◆ **What you should do**
Leaving the images aside, print every record in the material exactly.

◆ **Provided information**
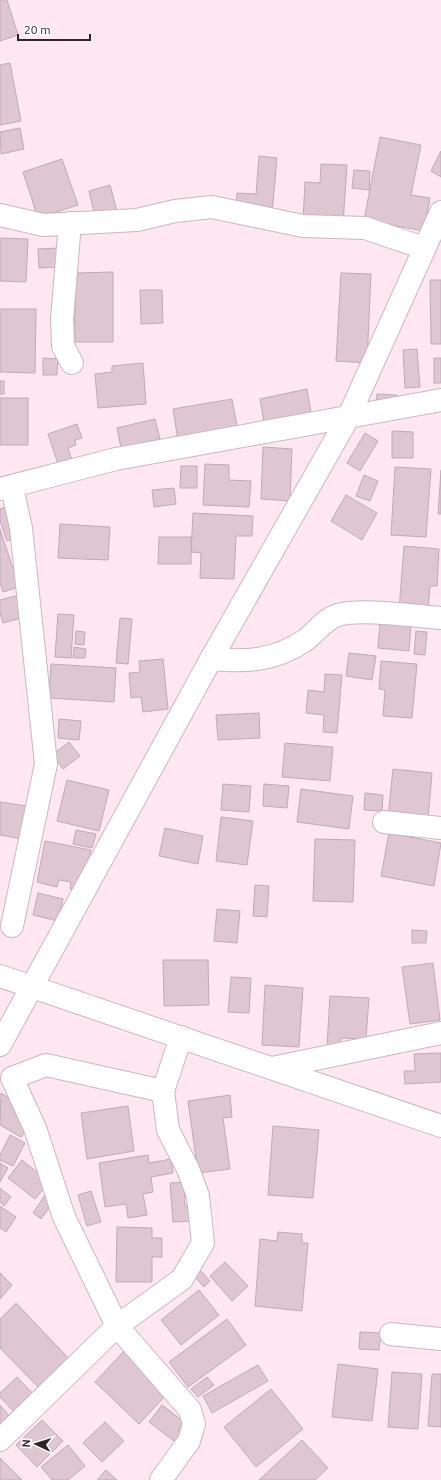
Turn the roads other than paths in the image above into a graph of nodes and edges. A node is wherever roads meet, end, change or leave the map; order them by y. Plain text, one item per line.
1 (441, 212) edge
2 (0, 215) edge
3 (70, 223) junction
4 (424, 248) junction
5 (72, 363) dead end
6 (441, 400) edge
7 (348, 418) junction
8 (6, 488) edge
9 (441, 618) edge
10 (211, 659) junction
11 (384, 822) dead end
12 (441, 828) edge
13 (12, 926) dead end
14 (0, 976) edge
15 (33, 986) junction
16 (441, 1033) edge
17 (181, 1037) junction
18 (0, 1045) edge
19 (272, 1069) junction
20 (163, 1091) junction
21 (441, 1126) edge
22 (117, 1326) junction
23 (391, 1334) dead end
24 (441, 1339) edge
25 (0, 1440) edge
26 (161, 1480) edge

1 - 4 street
2 - 3 street
3 - 4 street
3 - 5 street
4 - 7 street
6 - 7 street
7 - 8 street
7 - 10 street
8 - 13 street
9 - 10 street
10 - 15 street
11 - 12 street
14 - 15 street
15 - 17 street
15 - 18 street
16 - 19 street
17 - 19 street
17 - 20 street
19 - 21 street
20 - 22 street
20 - 22 street
22 - 25 street
22 - 26 street
23 - 24 street

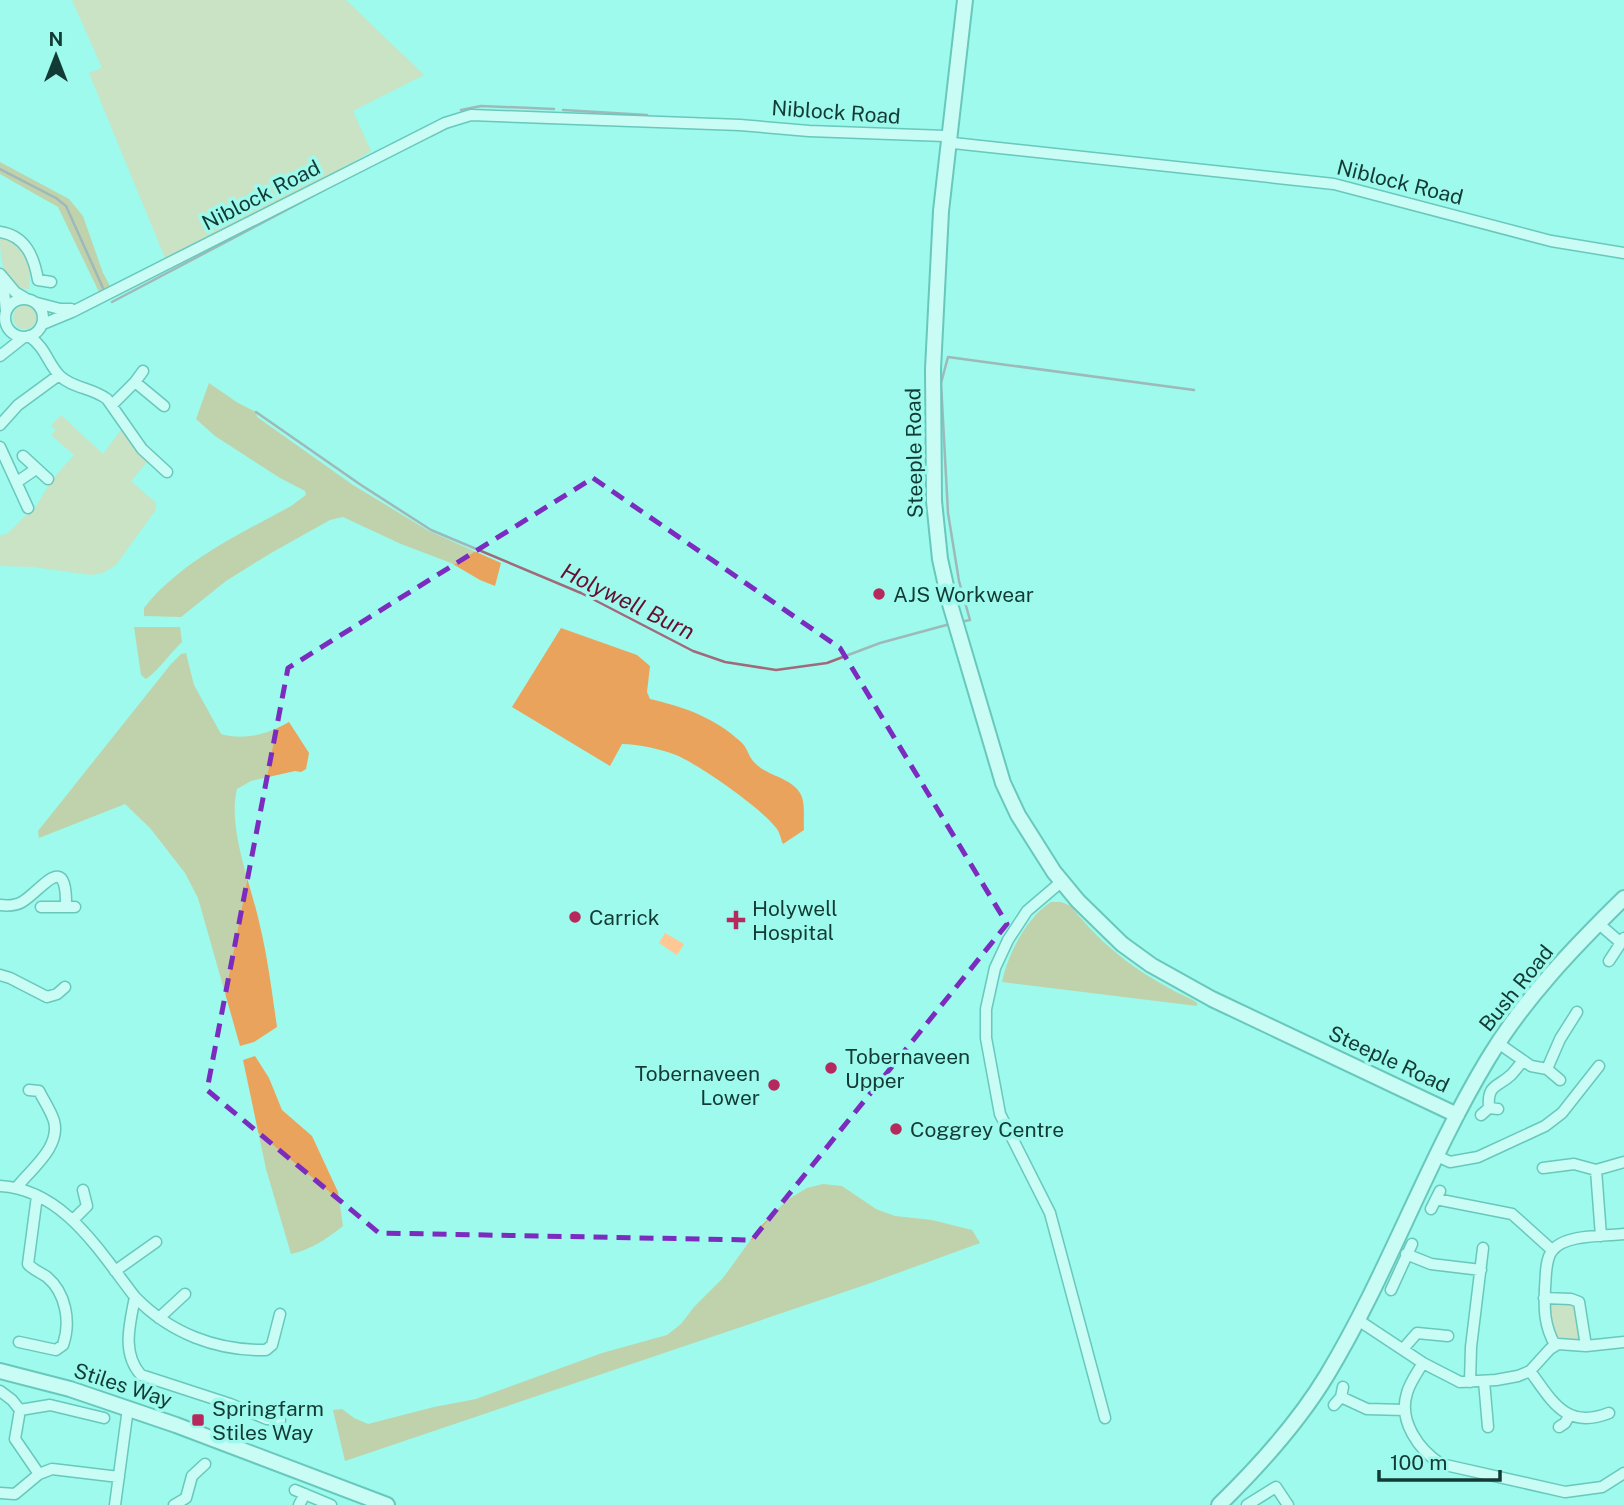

◆ **Written answer**
Turn the roads other than paths in the image above into a graph of nodes and edges. A node is wherever roads meet, end, change or leave the map; order them by y. Plain text, one item per line.
1 (441, 212) edge
2 (0, 215) edge
3 (70, 223) junction
4 (424, 248) junction
5 (72, 363) dead end
6 (441, 400) edge
7 (348, 418) junction
8 (6, 488) edge
9 (441, 618) edge
10 (211, 659) junction
11 (384, 822) dead end
12 (441, 828) edge
13 (12, 926) dead end
14 (0, 976) edge
15 (33, 986) junction
16 (441, 1033) edge
17 (181, 1037) junction
18 (0, 1045) edge
19 (272, 1069) junction
20 (163, 1091) junction
21 (441, 1126) edge
22 (117, 1326) junction
23 (391, 1334) dead end
24 (441, 1339) edge
25 (0, 1440) edge
26 (161, 1480) edge

1 - 4 street
2 - 3 street
3 - 4 street
3 - 5 street
4 - 7 street
6 - 7 street
7 - 8 street
7 - 10 street
8 - 13 street
9 - 10 street
10 - 15 street
11 - 12 street
14 - 15 street
15 - 17 street
15 - 18 street
16 - 19 street
17 - 19 street
17 - 20 street
19 - 21 street
20 - 22 street
20 - 22 street
22 - 25 street
22 - 26 street
23 - 24 street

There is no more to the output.